WORK TO BE COMPLETED:
When you reach the line containing "middle pip: (425, 290)" in the entries below, start writing out each line exactly, and stop after the line containing "pinky pip: (804, 177)".

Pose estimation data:
-- -- --

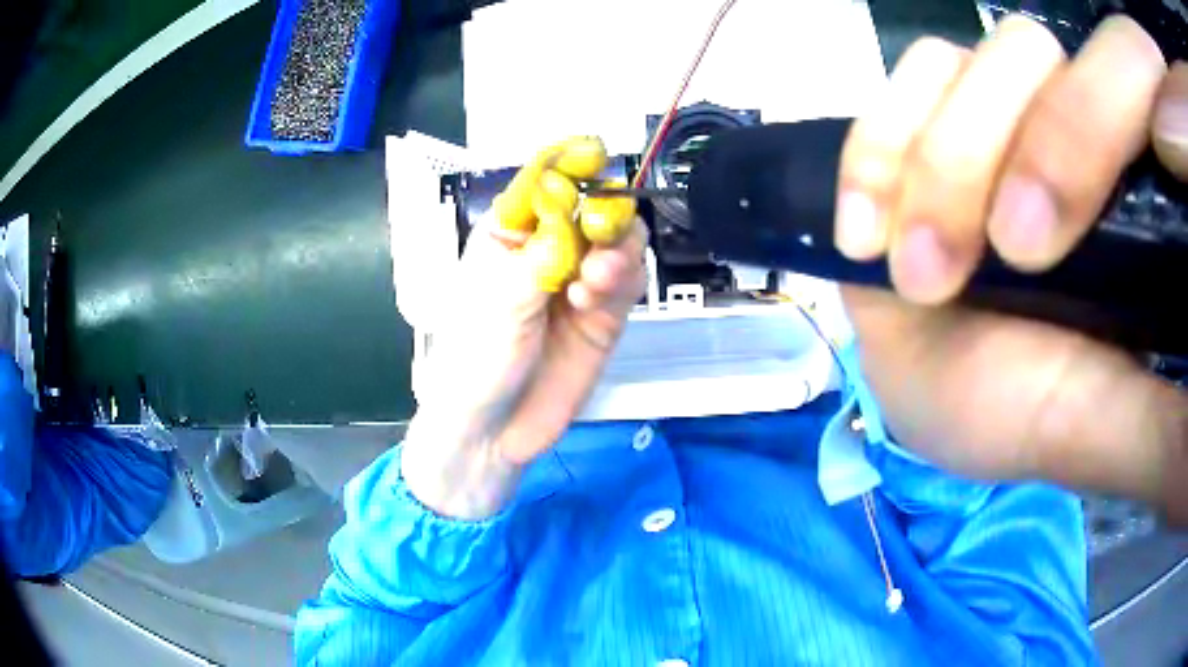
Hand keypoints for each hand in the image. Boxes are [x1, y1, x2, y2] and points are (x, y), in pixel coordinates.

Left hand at [402, 138, 645, 518]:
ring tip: (595, 281)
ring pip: (618, 241)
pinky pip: (628, 280)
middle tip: (600, 231)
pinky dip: (621, 280)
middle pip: (592, 207)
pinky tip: (596, 297)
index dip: (568, 166)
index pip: (544, 183)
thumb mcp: (501, 297)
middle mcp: (548, 250)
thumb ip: (542, 247)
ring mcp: (579, 282)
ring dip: (615, 250)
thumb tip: (567, 193)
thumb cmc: (475, 358)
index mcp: (509, 235)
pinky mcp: (604, 315)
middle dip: (602, 211)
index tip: (593, 155)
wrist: (493, 431)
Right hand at [835, 15, 1187, 520]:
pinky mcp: (916, 122)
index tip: (1032, 258)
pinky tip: (866, 227)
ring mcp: (984, 110)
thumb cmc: (1033, 411)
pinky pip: (889, 88)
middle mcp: (1061, 117)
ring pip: (954, 61)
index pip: (1116, 83)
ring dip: (930, 162)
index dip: (1075, 136)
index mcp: (1125, 177)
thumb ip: (1163, 431)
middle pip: (1027, 53)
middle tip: (968, 269)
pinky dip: (875, 146)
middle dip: (986, 157)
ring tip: (914, 268)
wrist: (946, 391)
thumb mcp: (1108, 427)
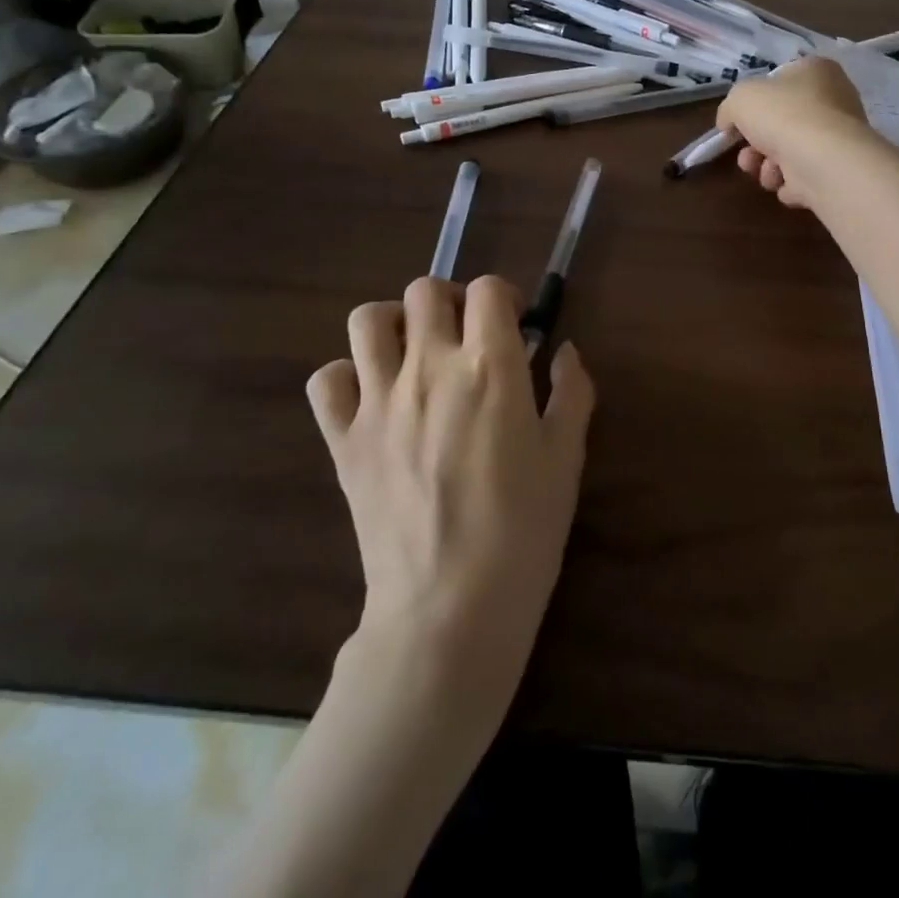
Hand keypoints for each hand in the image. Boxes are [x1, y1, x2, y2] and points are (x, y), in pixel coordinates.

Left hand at [307, 276, 594, 676]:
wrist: (450, 608)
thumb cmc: (524, 530)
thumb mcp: (567, 457)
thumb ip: (572, 392)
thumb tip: (564, 351)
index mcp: (490, 366)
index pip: (489, 290)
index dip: (505, 297)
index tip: (515, 325)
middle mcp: (430, 368)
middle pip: (425, 290)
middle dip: (451, 301)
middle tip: (466, 335)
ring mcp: (379, 401)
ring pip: (367, 320)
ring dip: (394, 324)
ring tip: (414, 353)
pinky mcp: (343, 439)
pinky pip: (326, 380)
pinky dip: (346, 376)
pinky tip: (372, 397)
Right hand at [718, 55, 872, 208]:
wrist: (823, 161)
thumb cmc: (783, 116)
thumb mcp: (739, 98)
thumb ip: (729, 108)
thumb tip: (729, 124)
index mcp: (815, 71)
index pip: (778, 82)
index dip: (754, 103)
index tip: (736, 123)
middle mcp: (833, 100)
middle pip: (780, 122)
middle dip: (756, 144)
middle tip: (747, 155)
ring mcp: (838, 137)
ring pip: (789, 152)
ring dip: (767, 167)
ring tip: (767, 173)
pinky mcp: (838, 170)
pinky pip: (804, 177)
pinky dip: (790, 183)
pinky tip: (787, 184)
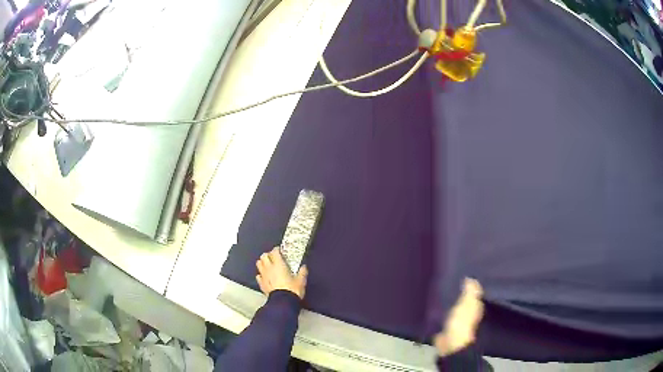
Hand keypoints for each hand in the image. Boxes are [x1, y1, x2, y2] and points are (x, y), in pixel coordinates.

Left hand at [256, 247, 307, 298]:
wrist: (283, 302)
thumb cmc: (292, 290)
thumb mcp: (301, 281)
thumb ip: (302, 272)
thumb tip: (304, 267)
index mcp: (279, 265)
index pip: (274, 252)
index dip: (276, 250)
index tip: (279, 250)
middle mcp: (269, 268)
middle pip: (264, 256)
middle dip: (268, 255)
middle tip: (273, 257)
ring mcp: (264, 276)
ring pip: (258, 264)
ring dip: (262, 263)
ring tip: (267, 265)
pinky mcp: (261, 284)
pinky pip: (258, 276)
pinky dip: (261, 274)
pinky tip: (265, 277)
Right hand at [434, 278, 483, 356]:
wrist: (450, 343)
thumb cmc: (462, 321)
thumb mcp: (467, 302)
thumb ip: (470, 290)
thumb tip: (471, 277)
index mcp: (476, 306)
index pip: (474, 292)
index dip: (470, 284)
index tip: (462, 274)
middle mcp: (468, 313)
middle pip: (464, 300)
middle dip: (458, 292)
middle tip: (449, 280)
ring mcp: (457, 321)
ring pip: (454, 307)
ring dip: (449, 302)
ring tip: (440, 291)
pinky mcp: (445, 327)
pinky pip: (444, 316)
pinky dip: (441, 311)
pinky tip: (435, 305)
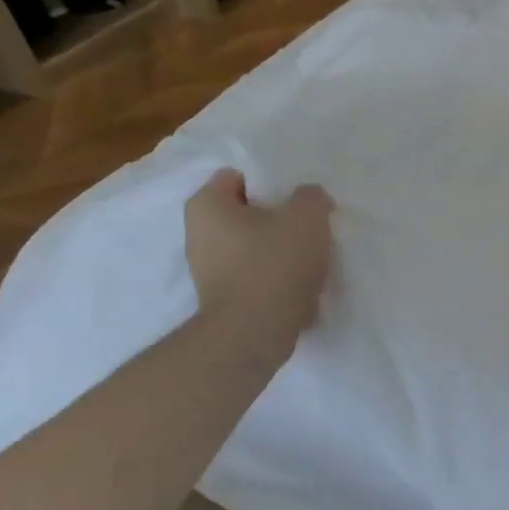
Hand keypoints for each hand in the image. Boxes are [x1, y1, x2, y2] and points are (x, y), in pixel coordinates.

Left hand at [185, 169, 334, 341]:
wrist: (255, 332)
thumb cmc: (275, 263)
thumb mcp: (307, 217)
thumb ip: (311, 196)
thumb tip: (308, 199)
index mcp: (207, 205)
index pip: (237, 177)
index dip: (271, 184)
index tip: (296, 201)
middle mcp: (198, 233)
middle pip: (245, 213)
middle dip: (275, 218)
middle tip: (307, 227)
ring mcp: (206, 269)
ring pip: (251, 245)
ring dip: (277, 249)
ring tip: (308, 258)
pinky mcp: (222, 297)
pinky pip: (253, 274)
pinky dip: (273, 276)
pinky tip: (298, 284)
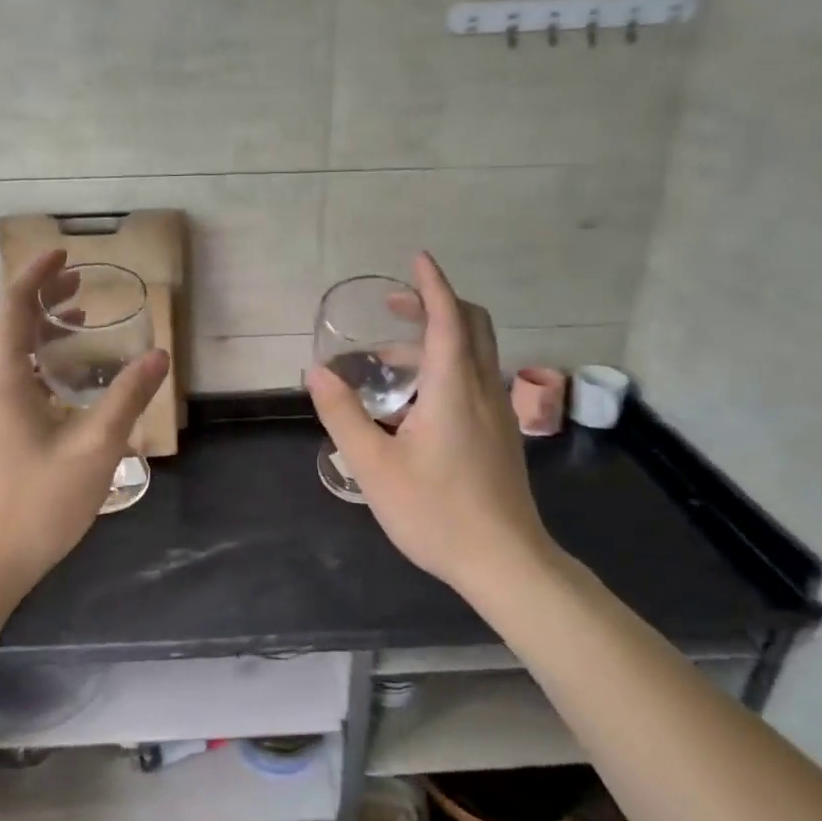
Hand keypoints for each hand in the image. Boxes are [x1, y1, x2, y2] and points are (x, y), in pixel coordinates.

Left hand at [0, 250, 169, 590]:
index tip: (64, 251)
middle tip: (81, 282)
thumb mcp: (95, 448)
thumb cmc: (37, 504)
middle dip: (41, 297)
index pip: (12, 304)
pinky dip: (31, 360)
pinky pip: (2, 376)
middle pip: (5, 323)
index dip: (36, 273)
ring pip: (3, 351)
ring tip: (77, 321)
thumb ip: (127, 397)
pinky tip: (61, 378)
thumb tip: (159, 356)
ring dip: (37, 331)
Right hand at [306, 252, 551, 598]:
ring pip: (475, 355)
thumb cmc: (436, 512)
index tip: (417, 259)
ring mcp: (498, 414)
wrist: (505, 561)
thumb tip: (316, 373)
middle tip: (396, 306)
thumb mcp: (375, 466)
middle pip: (472, 326)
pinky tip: (417, 402)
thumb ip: (344, 415)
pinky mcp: (501, 436)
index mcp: (454, 389)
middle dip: (437, 304)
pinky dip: (448, 367)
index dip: (432, 285)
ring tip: (389, 359)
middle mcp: (483, 391)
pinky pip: (476, 381)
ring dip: (438, 340)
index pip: (448, 319)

-- -- --

RESPONSE AREA:
middle pip: (425, 290)
middle dip: (451, 301)
middle tip: (466, 335)
ring mcp: (379, 401)
ring pip: (367, 320)
ring dip: (394, 324)
ring tip: (414, 353)
pinky mcp: (343, 439)
pinky pip: (326, 380)
pinky dip: (346, 376)
pinky tip: (372, 397)
Right hand at [718, 55, 872, 208]:
wrist: (823, 161)
thumb cmc: (783, 116)
thumb mcp: (739, 98)
thumb ip: (729, 108)
thumb tip: (729, 124)
index mcp: (815, 71)
index pip: (778, 82)
index dip: (754, 103)
index tip: (736, 123)
middle mcp: (833, 100)
middle pip: (780, 122)
middle dip: (756, 144)
middle tip: (747, 155)
ring mcp: (838, 137)
ring pip: (789, 152)
ring dip: (767, 167)
ring tip: (767, 173)
pinky mcp: (838, 170)
pinky pip: (804, 177)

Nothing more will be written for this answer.